◆ Problem description: Only the count is expected: the number of lines below that contain "other".

◆ Records supplied:
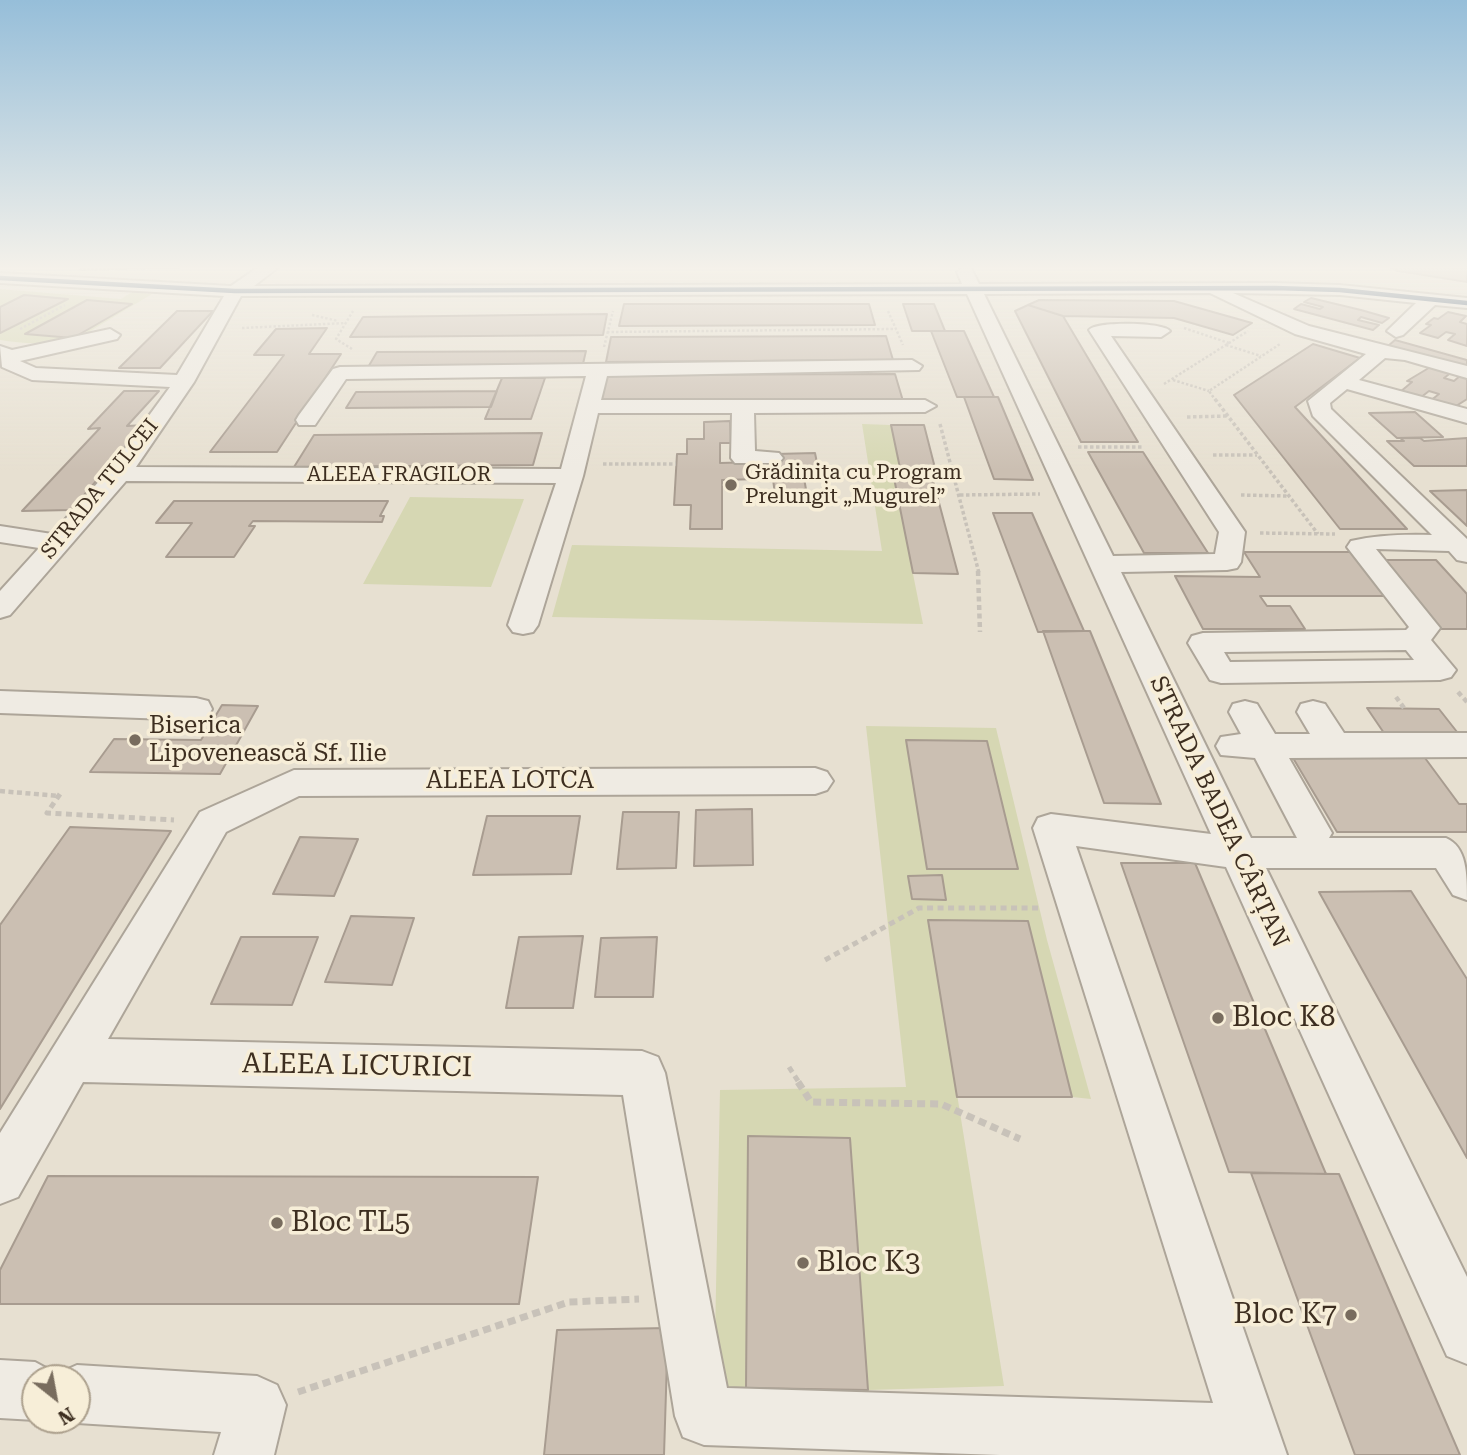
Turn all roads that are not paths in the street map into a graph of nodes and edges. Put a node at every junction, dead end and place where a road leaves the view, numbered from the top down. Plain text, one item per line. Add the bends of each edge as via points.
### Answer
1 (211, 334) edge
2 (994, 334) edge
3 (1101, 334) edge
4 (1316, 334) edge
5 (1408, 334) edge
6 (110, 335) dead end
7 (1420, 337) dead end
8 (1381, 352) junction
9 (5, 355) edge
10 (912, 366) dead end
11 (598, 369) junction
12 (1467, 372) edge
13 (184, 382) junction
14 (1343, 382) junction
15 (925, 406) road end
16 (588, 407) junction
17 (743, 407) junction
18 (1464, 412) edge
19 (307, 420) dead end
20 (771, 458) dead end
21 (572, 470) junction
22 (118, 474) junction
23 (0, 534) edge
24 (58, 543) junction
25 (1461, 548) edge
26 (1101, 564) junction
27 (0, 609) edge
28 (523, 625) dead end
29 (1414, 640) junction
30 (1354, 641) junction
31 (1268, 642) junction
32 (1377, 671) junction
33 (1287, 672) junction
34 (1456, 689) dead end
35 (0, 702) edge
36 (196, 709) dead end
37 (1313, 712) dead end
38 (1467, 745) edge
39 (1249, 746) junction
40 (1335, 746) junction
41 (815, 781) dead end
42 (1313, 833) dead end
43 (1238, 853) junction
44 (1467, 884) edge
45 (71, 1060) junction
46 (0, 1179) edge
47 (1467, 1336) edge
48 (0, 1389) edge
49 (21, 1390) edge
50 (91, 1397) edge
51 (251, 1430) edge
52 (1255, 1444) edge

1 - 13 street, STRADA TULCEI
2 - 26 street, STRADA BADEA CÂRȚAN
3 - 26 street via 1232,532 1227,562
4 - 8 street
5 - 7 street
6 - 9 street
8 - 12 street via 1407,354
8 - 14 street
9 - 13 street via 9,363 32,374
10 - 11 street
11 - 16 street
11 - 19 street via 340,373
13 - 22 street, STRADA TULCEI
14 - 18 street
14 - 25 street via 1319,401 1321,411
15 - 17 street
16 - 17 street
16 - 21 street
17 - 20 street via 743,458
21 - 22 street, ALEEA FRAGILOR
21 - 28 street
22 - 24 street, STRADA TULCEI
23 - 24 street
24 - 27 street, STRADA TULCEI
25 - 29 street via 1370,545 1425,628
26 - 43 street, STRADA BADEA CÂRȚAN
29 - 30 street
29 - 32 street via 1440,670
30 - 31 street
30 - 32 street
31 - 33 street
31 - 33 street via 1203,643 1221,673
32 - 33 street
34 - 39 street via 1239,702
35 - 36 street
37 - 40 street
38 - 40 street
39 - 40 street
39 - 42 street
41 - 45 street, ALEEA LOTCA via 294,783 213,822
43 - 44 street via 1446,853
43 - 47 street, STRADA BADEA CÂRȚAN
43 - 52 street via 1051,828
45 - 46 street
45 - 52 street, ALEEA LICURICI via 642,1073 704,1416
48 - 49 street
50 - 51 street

* * *

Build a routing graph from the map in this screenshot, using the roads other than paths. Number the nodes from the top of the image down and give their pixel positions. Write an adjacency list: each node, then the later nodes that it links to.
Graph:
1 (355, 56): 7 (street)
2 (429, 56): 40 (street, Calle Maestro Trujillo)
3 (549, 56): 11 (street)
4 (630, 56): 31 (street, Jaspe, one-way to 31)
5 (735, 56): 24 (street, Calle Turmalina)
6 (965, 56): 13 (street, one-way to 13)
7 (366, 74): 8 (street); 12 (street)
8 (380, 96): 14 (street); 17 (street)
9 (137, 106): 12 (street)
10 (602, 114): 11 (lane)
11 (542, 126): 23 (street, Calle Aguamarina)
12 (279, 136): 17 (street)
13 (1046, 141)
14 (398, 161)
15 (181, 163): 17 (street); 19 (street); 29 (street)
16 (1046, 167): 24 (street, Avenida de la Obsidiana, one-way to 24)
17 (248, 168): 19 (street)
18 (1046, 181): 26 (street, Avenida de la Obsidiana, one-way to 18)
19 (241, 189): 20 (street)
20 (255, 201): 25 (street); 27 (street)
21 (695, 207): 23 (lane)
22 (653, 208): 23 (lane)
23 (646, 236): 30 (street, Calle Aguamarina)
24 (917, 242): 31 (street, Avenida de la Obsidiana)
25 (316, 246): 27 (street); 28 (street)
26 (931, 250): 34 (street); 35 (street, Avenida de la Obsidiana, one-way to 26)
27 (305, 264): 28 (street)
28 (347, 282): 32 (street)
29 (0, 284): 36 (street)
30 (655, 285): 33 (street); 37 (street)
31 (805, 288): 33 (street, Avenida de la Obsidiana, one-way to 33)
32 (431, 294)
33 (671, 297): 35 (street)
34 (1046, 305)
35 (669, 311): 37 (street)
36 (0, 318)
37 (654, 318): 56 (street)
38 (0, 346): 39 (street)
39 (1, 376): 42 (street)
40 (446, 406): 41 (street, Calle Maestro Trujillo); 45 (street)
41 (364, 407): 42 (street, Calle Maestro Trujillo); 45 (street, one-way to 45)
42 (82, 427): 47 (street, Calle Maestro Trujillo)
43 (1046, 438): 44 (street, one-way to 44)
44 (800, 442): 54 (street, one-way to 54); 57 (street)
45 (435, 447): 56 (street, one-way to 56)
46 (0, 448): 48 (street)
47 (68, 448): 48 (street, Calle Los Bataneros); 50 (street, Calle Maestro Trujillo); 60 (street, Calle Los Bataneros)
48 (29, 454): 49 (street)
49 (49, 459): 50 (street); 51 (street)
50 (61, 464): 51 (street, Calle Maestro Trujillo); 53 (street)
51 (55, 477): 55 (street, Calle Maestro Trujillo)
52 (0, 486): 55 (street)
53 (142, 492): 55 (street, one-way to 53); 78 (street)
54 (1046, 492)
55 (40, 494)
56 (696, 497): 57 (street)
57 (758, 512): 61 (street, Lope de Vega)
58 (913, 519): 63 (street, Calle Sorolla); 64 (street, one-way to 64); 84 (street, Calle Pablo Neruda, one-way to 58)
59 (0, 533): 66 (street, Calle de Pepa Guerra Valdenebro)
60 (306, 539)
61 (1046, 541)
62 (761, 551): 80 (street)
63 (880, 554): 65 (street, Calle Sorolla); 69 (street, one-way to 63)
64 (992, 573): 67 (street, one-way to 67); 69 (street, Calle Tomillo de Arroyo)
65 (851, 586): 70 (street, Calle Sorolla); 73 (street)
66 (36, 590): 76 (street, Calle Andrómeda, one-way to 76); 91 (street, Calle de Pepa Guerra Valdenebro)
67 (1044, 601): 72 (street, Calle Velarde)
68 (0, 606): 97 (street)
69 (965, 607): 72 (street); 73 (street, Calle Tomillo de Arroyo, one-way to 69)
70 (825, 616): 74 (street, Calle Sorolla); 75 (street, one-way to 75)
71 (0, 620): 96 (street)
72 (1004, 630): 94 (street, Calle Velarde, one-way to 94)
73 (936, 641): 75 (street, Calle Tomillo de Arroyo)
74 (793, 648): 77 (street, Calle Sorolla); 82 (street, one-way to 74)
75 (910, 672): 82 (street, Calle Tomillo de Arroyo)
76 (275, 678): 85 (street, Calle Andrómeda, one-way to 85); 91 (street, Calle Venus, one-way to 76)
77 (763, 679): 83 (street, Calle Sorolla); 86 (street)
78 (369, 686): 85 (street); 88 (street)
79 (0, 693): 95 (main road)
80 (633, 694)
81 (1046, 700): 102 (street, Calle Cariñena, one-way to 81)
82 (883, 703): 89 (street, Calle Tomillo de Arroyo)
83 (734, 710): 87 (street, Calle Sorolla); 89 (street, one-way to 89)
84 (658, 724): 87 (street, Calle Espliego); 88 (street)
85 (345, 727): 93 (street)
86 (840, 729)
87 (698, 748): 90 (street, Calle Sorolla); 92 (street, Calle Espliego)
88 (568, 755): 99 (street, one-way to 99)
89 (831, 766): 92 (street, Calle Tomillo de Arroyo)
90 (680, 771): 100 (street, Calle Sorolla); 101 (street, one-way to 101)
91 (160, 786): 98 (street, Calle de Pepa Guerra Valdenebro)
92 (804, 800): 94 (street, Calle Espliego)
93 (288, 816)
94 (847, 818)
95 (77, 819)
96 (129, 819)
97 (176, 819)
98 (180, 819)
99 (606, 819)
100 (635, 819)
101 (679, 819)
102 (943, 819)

---

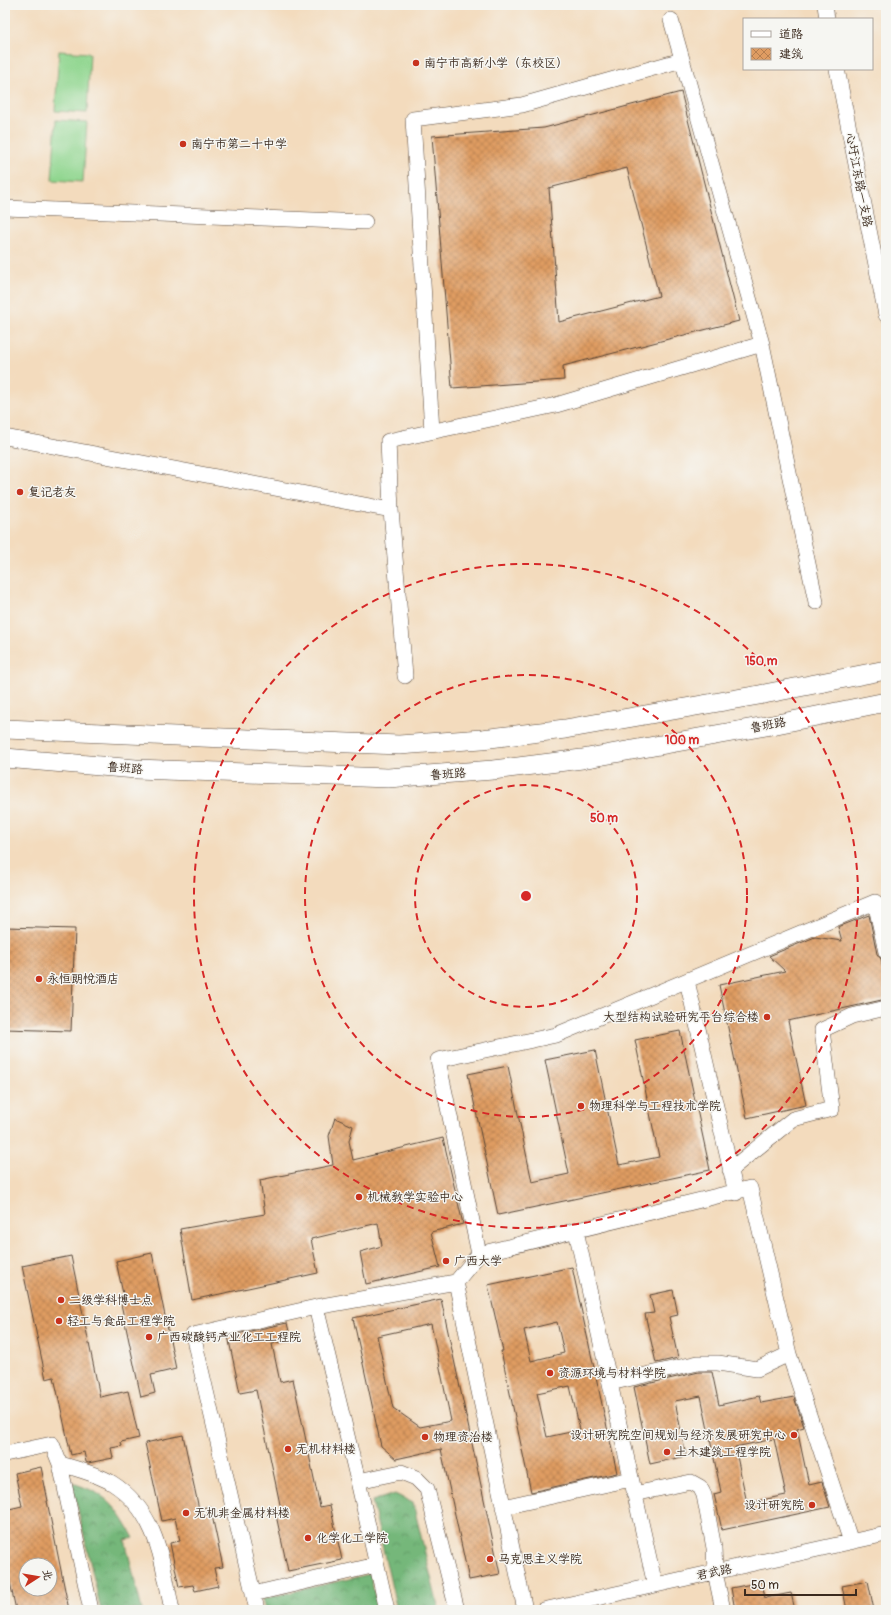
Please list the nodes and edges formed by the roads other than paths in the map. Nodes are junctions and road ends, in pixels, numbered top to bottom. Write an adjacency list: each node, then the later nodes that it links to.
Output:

◆ Output of the exercise: 2